- [WHAT TO PRODUCE]
Write out again the entries from the first line to the line that includes "auto Q=[&](float x, float", keeping both of those lines.

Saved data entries
%%

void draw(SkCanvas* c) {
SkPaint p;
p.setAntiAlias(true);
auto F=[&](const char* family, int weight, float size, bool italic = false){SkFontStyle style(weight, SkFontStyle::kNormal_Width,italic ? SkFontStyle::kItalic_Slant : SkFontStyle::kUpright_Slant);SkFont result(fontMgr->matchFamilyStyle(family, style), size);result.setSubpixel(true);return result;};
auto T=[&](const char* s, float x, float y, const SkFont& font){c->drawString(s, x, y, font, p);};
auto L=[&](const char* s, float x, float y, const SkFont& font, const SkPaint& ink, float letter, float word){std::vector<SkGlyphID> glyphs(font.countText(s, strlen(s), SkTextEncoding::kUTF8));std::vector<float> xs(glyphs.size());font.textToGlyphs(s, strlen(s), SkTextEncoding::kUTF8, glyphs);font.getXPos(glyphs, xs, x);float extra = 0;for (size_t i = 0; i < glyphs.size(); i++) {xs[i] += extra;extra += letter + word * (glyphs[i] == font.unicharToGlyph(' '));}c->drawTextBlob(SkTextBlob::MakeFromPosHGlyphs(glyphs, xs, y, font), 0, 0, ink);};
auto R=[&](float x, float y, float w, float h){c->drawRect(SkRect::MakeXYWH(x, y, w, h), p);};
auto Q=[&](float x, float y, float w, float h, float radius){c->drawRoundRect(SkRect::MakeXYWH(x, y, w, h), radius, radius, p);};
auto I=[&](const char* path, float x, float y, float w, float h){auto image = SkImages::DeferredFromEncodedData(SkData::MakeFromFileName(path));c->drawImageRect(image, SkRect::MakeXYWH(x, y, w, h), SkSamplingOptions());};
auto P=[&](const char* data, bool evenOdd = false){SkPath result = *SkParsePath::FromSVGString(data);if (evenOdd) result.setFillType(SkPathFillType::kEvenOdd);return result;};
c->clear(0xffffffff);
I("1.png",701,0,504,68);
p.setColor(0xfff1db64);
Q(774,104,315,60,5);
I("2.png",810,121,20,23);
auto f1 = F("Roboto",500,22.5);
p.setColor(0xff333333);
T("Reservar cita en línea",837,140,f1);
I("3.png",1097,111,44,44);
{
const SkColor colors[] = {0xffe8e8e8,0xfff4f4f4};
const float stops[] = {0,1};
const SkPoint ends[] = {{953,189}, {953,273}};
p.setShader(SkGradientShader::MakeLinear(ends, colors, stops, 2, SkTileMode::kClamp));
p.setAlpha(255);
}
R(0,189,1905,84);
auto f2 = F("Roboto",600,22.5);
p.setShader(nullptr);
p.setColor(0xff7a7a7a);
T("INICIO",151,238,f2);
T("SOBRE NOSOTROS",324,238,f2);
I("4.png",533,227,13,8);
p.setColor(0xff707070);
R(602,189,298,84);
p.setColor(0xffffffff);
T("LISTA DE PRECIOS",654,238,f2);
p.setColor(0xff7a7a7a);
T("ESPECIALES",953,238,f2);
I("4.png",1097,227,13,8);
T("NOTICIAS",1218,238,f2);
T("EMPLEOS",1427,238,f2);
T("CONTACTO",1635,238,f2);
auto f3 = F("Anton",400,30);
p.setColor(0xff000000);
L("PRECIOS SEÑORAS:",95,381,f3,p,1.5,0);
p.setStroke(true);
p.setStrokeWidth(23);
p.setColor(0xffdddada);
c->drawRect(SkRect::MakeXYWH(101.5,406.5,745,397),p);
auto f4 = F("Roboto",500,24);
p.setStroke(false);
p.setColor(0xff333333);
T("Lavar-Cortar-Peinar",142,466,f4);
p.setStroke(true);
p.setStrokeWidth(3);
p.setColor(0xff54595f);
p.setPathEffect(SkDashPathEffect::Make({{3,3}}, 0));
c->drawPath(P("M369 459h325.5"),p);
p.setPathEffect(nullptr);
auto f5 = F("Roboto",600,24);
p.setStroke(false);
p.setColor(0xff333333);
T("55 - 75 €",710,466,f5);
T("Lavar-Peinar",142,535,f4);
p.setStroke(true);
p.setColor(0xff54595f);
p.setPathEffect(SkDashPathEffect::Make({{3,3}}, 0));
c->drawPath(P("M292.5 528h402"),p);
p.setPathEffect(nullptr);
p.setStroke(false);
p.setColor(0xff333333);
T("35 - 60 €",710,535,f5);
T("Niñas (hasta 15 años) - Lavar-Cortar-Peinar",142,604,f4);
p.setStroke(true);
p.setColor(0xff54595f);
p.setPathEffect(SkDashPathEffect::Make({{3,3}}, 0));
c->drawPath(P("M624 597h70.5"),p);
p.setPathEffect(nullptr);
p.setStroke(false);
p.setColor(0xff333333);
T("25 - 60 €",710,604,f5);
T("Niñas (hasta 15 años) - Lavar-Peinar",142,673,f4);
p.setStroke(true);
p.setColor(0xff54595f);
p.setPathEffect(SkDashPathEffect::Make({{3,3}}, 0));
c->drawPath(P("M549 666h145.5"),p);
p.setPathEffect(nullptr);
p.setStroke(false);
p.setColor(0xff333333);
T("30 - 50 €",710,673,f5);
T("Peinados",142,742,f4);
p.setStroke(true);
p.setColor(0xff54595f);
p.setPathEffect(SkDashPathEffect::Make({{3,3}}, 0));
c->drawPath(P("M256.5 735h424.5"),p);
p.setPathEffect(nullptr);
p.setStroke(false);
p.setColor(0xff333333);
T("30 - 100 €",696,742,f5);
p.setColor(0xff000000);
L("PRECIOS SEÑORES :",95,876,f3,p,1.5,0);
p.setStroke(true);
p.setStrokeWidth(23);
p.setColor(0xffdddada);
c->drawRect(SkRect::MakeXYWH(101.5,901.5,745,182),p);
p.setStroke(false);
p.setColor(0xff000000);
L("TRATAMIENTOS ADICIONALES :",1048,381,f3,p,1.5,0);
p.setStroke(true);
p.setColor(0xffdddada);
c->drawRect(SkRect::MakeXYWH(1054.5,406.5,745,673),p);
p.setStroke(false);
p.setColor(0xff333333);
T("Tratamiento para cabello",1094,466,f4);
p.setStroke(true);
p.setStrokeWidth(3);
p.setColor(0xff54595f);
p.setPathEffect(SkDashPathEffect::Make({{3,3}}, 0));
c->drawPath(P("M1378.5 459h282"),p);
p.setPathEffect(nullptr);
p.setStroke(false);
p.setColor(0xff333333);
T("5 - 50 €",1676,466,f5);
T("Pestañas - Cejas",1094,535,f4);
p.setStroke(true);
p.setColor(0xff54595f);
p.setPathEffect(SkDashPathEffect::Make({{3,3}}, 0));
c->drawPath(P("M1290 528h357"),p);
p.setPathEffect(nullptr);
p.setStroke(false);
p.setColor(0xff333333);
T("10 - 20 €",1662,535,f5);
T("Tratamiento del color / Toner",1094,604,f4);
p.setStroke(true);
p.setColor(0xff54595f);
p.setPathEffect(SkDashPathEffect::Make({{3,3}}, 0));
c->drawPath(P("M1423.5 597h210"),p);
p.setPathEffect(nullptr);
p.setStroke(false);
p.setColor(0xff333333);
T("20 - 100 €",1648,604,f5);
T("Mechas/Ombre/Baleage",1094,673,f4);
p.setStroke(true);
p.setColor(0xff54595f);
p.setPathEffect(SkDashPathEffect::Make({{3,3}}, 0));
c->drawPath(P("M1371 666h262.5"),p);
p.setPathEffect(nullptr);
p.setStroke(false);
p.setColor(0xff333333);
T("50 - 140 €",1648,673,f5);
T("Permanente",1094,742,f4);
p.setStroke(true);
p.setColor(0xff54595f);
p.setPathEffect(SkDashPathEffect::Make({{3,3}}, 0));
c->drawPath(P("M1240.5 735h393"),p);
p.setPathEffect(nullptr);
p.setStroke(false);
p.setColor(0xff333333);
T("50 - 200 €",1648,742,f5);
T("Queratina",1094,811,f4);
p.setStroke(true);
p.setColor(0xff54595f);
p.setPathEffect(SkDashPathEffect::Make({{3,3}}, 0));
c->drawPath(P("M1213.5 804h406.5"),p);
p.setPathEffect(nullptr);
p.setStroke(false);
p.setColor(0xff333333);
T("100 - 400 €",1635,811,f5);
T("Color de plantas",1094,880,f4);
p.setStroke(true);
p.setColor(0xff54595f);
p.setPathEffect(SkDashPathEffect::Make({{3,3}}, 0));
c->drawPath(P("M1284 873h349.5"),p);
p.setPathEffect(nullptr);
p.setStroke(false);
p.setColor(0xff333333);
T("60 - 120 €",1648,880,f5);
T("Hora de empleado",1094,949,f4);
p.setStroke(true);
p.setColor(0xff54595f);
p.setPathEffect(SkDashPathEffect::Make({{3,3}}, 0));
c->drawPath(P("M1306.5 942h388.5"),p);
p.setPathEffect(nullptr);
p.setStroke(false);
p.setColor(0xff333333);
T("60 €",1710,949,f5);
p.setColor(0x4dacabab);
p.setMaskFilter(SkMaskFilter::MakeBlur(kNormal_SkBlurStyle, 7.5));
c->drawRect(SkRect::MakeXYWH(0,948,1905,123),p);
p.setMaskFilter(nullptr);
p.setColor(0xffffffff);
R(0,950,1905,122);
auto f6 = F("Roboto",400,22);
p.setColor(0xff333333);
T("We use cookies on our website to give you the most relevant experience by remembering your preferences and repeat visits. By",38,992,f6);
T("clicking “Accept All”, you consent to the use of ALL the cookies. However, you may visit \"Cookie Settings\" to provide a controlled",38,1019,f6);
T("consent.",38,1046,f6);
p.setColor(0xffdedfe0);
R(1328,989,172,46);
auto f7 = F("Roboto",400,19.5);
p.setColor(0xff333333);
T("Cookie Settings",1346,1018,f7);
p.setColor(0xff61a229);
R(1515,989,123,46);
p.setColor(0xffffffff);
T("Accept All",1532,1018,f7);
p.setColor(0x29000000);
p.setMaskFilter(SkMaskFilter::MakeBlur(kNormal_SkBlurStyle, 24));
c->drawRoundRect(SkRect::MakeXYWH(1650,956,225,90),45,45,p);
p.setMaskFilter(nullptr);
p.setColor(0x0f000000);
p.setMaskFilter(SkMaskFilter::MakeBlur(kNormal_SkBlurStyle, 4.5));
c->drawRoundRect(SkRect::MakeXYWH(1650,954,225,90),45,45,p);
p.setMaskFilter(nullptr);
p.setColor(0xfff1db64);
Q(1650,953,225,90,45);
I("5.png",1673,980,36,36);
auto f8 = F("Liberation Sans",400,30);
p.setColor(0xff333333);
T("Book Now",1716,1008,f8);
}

%%

- [OUTPUT OF THE EXERCISE]
void draw(SkCanvas* c) {
SkPaint p;
p.setAntiAlias(true);
auto F=[&](const char* family, int weight, float size, bool italic = false){SkFontStyle style(weight, SkFontStyle::kNormal_Width,italic ? SkFontStyle::kItalic_Slant : SkFontStyle::kUpright_Slant);SkFont result(fontMgr->matchFamilyStyle(family, style), size);result.setSubpixel(true);return result;};
auto T=[&](const char* s, float x, float y, const SkFont& font){c->drawString(s, x, y, font, p);};
auto L=[&](const char* s, float x, float y, const SkFont& font, const SkPaint& ink, float letter, float word){std::vector<SkGlyphID> glyphs(font.countText(s, strlen(s), SkTextEncoding::kUTF8));std::vector<float> xs(glyphs.size());font.textToGlyphs(s, strlen(s), SkTextEncoding::kUTF8, glyphs);font.getXPos(glyphs, xs, x);float extra = 0;for (size_t i = 0; i < glyphs.size(); i++) {xs[i] += extra;extra += letter + word * (glyphs[i] == font.unicharToGlyph(' '));}c->drawTextBlob(SkTextBlob::MakeFromPosHGlyphs(glyphs, xs, y, font), 0, 0, ink);};
auto R=[&](float x, float y, float w, float h){c->drawRect(SkRect::MakeXYWH(x, y, w, h), p);};
auto Q=[&](float x, float y, float w, float h, float radius){c->drawRoundRect(SkRect::MakeXYWH(x, y, w, h), radius, radius, p);};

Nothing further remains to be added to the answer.